'''
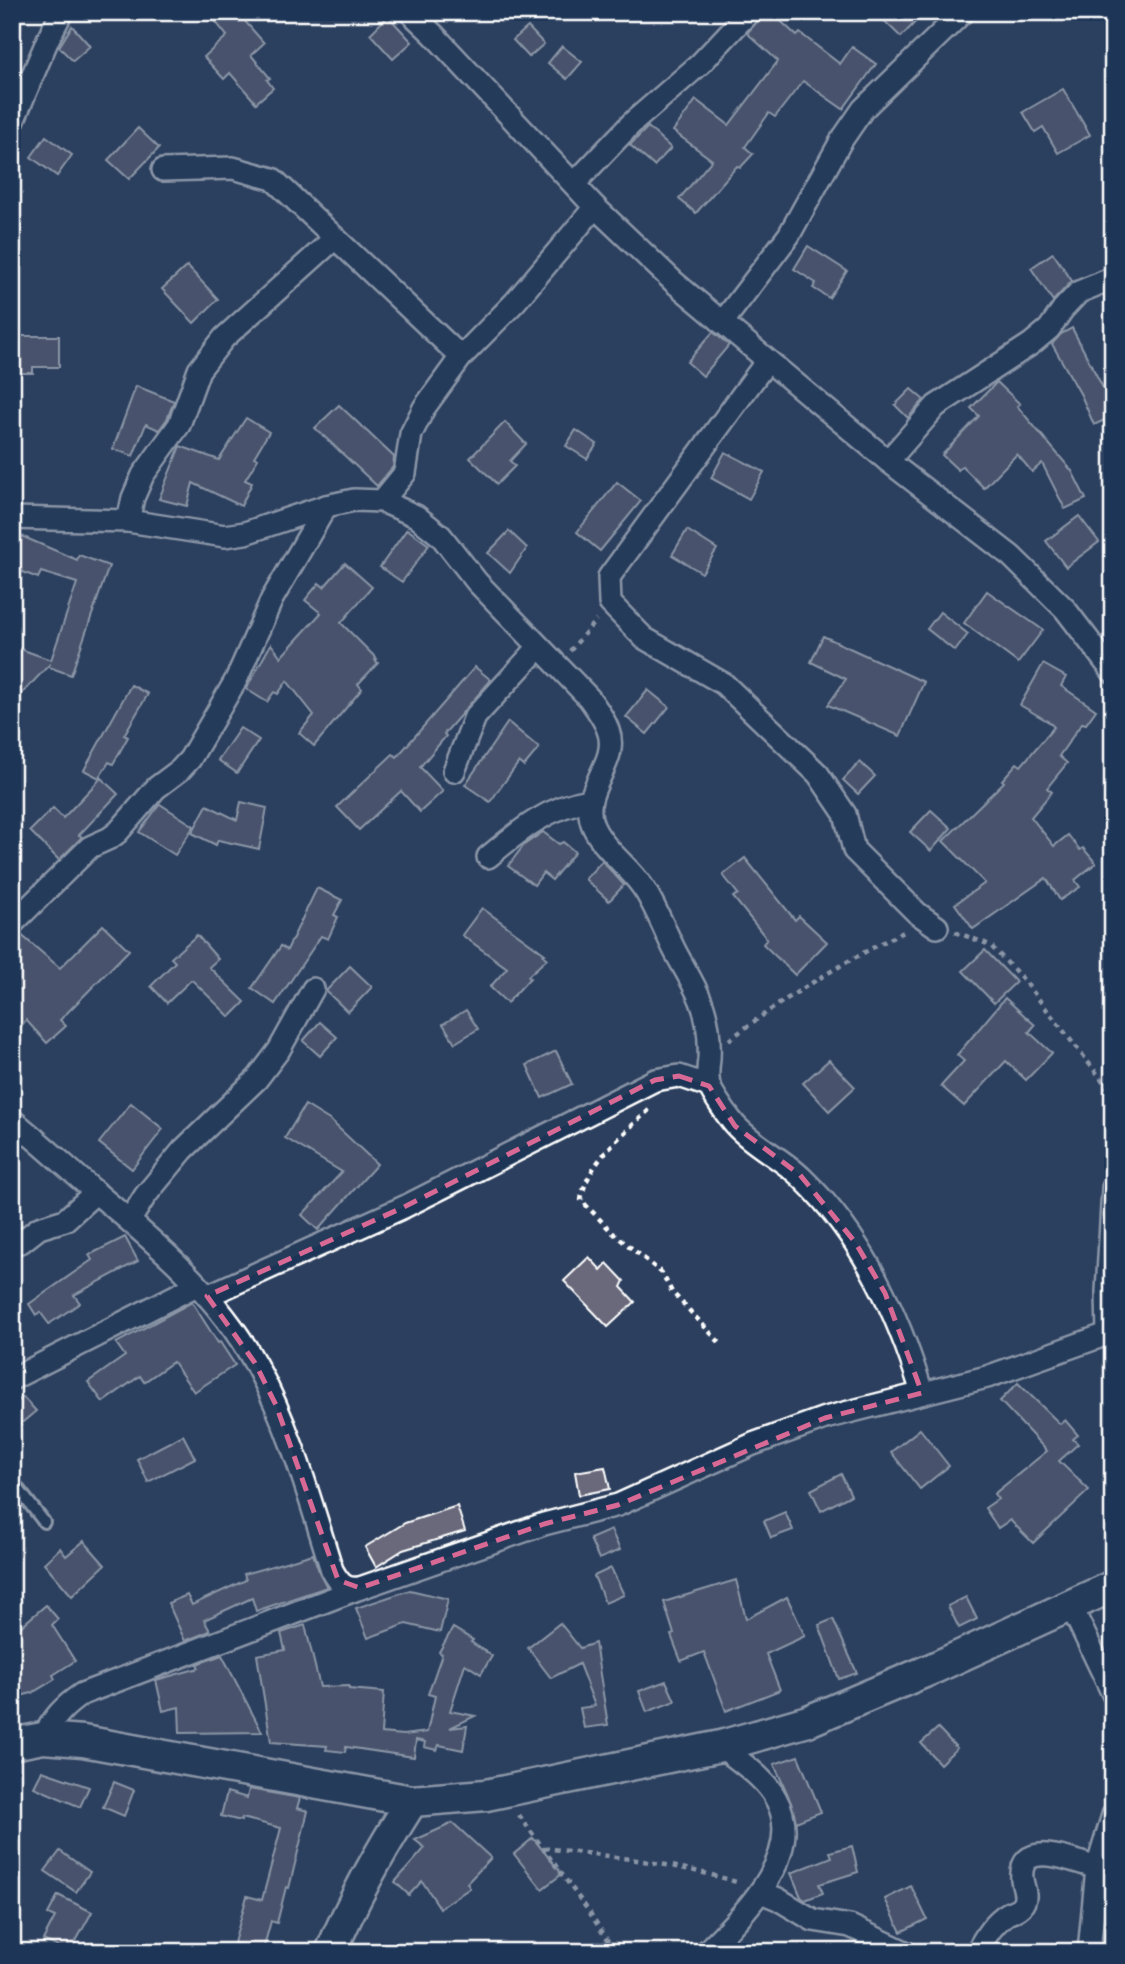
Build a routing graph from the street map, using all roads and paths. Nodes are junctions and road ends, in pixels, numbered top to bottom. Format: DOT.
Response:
graph roads {
  1 [pos="62,12"];
  2 [pos="410,12"];
  3 [pos="749,12"];
  4 [pos="963,12"];
  5 [pos="12,124"];
  6 [pos="163,170"];
  7 [pos="574,184"];
  8 [pos="595,207"];
  9 [pos="335,238"];
  10 [pos="1113,278"];
  11 [pos="722,323"];
  12 [pos="461,357"];
  13 [pos="767,361"];
  14 [pos="888,460"];
  15 [pos="382,501"];
  16 [pos="326,506"];
  17 [pos="12,518"];
  18 [pos="128,521"];
  19 [pos="610,603"];
  20 [pos="540,647"];
  21 [pos="558,665"];
  22 [pos="1113,671"];
  23 [pos="454,771"];
  24 [pos="590,800"];
  25 [pos="488,857"];
  26 [pos="12,924"];
  27 [pos="937,927"];
  28 [pos="313,989"];
  29 [pos="709,1055"];
  30 [pos="709,1086"];
  31 [pos="1113,1094"];
  32 [pos="652,1107"];
  33 [pos="12,1120"];
  34 [pos="1113,1188"];
  35 [pos="96,1192"];
  36 [pos="130,1220"];
  37 [pos="21,1242"];
  38 [pos="202,1291"];
  39 [pos="1110,1333"];
  40 [pos="721,1345"];
  41 [pos="12,1379"];
  42 [pos="922,1393"];
  43 [pos="12,1481"];
  44 [pos="44,1522"];
  45 [pos="1113,1586"];
  46 [pos="360,1588"];
  47 [pos="1070,1604"];
  48 [pos="1113,1694"];
  49 [pos="43,1738"];
  50 [pos="12,1744"];
  51 [pos="721,1746"];
  52 [pos="507,1791"];
  53 [pos="412,1801"];
  54 [pos="1113,1815"];
  55 [pos="544,1848"];
  56 [pos="1097,1868"];
  57 [pos="761,1892"];
  58 [pos="331,1952"];
  59 [pos="614,1952"];
  60 [pos="706,1952"];
  61 [pos="905,1952"];
  62 [pos="977,1952"];
  63 [pos="1089,1952"];
  1 -- 5 [label="street"];
  2 -- 7 [label="street"];
  3 -- 7 [label="street"];
  4 -- 11 [label="street"];
  6 -- 9 [label="street"];
  7 -- 8 [label="street"];
  8 -- 11 [label="street"];
  8 -- 12 [label="street"];
  9 -- 12 [label="street"];
  9 -- 18 [label="street"];
  10 -- 14 [label="street"];
  11 -- 13 [label="street"];
  12 -- 15 [label="street"];
  13 -- 14 [label="street"];
  13 -- 19 [label="street"];
  14 -- 22 [label="street"];
  15 -- 16 [label="street"];
  15 -- 20 [label="street"];
  16 -- 18 [label="street"];
  16 -- 26 [label="street"];
  17 -- 18 [label="street"];
  19 -- 21 [label="path"];
  19 -- 27 [label="street"];
  20 -- 21 [label="street"];
  20 -- 23 [label="street"];
  21 -- 24 [label="street"];
  24 -- 25 [label="street"];
  24 -- 29 [label="street"];
  27 -- 29 [label="path"];
  27 -- 31 [label="path"];
  28 -- 36 [label="street"];
  29 -- 30 [label="street"];
  30 -- 38 [label="street"];
  30 -- 42 [label="street"];
  32 -- 40 [label="path"];
  33 -- 35 [label="street"];
  34 -- 39 [label="street"];
  35 -- 36 [label="street"];
  35 -- 37 [label="street"];
  36 -- 38 [label="street"];
  38 -- 41 [label="street"];
  38 -- 46 [label="street"];
  39 -- 42 [label="street"];
  42 -- 46 [label="street"];
  43 -- 44 [label="lane"];
  45 -- 47 [label="street"];
  46 -- 49 [label="street"];
  47 -- 48 [label="street"];
  47 -- 51 [label="street"];
  49 -- 50 [label="street"];
  49 -- 53 [label="street"];
  51 -- 52 [label="street"];
  51 -- 57 [label="street"];
  52 -- 53 [label="street"];
  52 -- 55 [label="path"];
  53 -- 58 [label="street"];
  54 -- 56 [label="street"];
  55 -- 57 [label="path"];
  55 -- 59 [label="path"];
  56 -- 62 [label="street"];
  56 -- 63 [label="street"];
  57 -- 60 [label="street"];
  57 -- 61 [label="street"];
}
'''
▶ _What you are asked to do_: Print the material again word for word. Please drop every picture.

▶ _Exercise output_:
Build a routing graph from the street map, using all roads and paths. Nodes are junctions and road ends, in pixels, numbered top to bottom. Format: DOT.
Response:
graph roads {
  1 [pos="62,12"];
  2 [pos="410,12"];
  3 [pos="749,12"];
  4 [pos="963,12"];
  5 [pos="12,124"];
  6 [pos="163,170"];
  7 [pos="574,184"];
  8 [pos="595,207"];
  9 [pos="335,238"];
  10 [pos="1113,278"];
  11 [pos="722,323"];
  12 [pos="461,357"];
  13 [pos="767,361"];
  14 [pos="888,460"];
  15 [pos="382,501"];
  16 [pos="326,506"];
  17 [pos="12,518"];
  18 [pos="128,521"];
  19 [pos="610,603"];
  20 [pos="540,647"];
  21 [pos="558,665"];
  22 [pos="1113,671"];
  23 [pos="454,771"];
  24 [pos="590,800"];
  25 [pos="488,857"];
  26 [pos="12,924"];
  27 [pos="937,927"];
  28 [pos="313,989"];
  29 [pos="709,1055"];
  30 [pos="709,1086"];
  31 [pos="1113,1094"];
  32 [pos="652,1107"];
  33 [pos="12,1120"];
  34 [pos="1113,1188"];
  35 [pos="96,1192"];
  36 [pos="130,1220"];
  37 [pos="21,1242"];
  38 [pos="202,1291"];
  39 [pos="1110,1333"];
  40 [pos="721,1345"];
  41 [pos="12,1379"];
  42 [pos="922,1393"];
  43 [pos="12,1481"];
  44 [pos="44,1522"];
  45 [pos="1113,1586"];
  46 [pos="360,1588"];
  47 [pos="1070,1604"];
  48 [pos="1113,1694"];
  49 [pos="43,1738"];
  50 [pos="12,1744"];
  51 [pos="721,1746"];
  52 [pos="507,1791"];
  53 [pos="412,1801"];
  54 [pos="1113,1815"];
  55 [pos="544,1848"];
  56 [pos="1097,1868"];
  57 [pos="761,1892"];
  58 [pos="331,1952"];
  59 [pos="614,1952"];
  60 [pos="706,1952"];
  61 [pos="905,1952"];
  62 [pos="977,1952"];
  63 [pos="1089,1952"];
  1 -- 5 [label="street"];
  2 -- 7 [label="street"];
  3 -- 7 [label="street"];
  4 -- 11 [label="street"];
  6 -- 9 [label="street"];
  7 -- 8 [label="street"];
  8 -- 11 [label="street"];
  8 -- 12 [label="street"];
  9 -- 12 [label="street"];
  9 -- 18 [label="street"];
  10 -- 14 [label="street"];
  11 -- 13 [label="street"];
  12 -- 15 [label="street"];
  13 -- 14 [label="street"];
  13 -- 19 [label="street"];
  14 -- 22 [label="street"];
  15 -- 16 [label="street"];
  15 -- 20 [label="street"];
  16 -- 18 [label="street"];
  16 -- 26 [label="street"];
  17 -- 18 [label="street"];
  19 -- 21 [label="path"];
  19 -- 27 [label="street"];
  20 -- 21 [label="street"];
  20 -- 23 [label="street"];
  21 -- 24 [label="street"];
  24 -- 25 [label="street"];
  24 -- 29 [label="street"];
  27 -- 29 [label="path"];
  27 -- 31 [label="path"];
  28 -- 36 [label="street"];
  29 -- 30 [label="street"];
  30 -- 38 [label="street"];
  30 -- 42 [label="street"];
  32 -- 40 [label="path"];
  33 -- 35 [label="street"];
  34 -- 39 [label="street"];
  35 -- 36 [label="street"];
  35 -- 37 [label="street"];
  36 -- 38 [label="street"];
  38 -- 41 [label="street"];
  38 -- 46 [label="street"];
  39 -- 42 [label="street"];
  42 -- 46 [label="street"];
  43 -- 44 [label="lane"];
  45 -- 47 [label="street"];
  46 -- 49 [label="street"];
  47 -- 48 [label="street"];
  47 -- 51 [label="street"];
  49 -- 50 [label="street"];
  49 -- 53 [label="street"];
  51 -- 52 [label="street"];
  51 -- 57 [label="street"];
  52 -- 53 [label="street"];
  52 -- 55 [label="path"];
  53 -- 58 [label="street"];
  54 -- 56 [label="street"];
  55 -- 57 [label="path"];
  55 -- 59 [label="path"];
  56 -- 62 [label="street"];
  56 -- 63 [label="street"];
  57 -- 60 [label="street"];
  57 -- 61 [label="street"];
}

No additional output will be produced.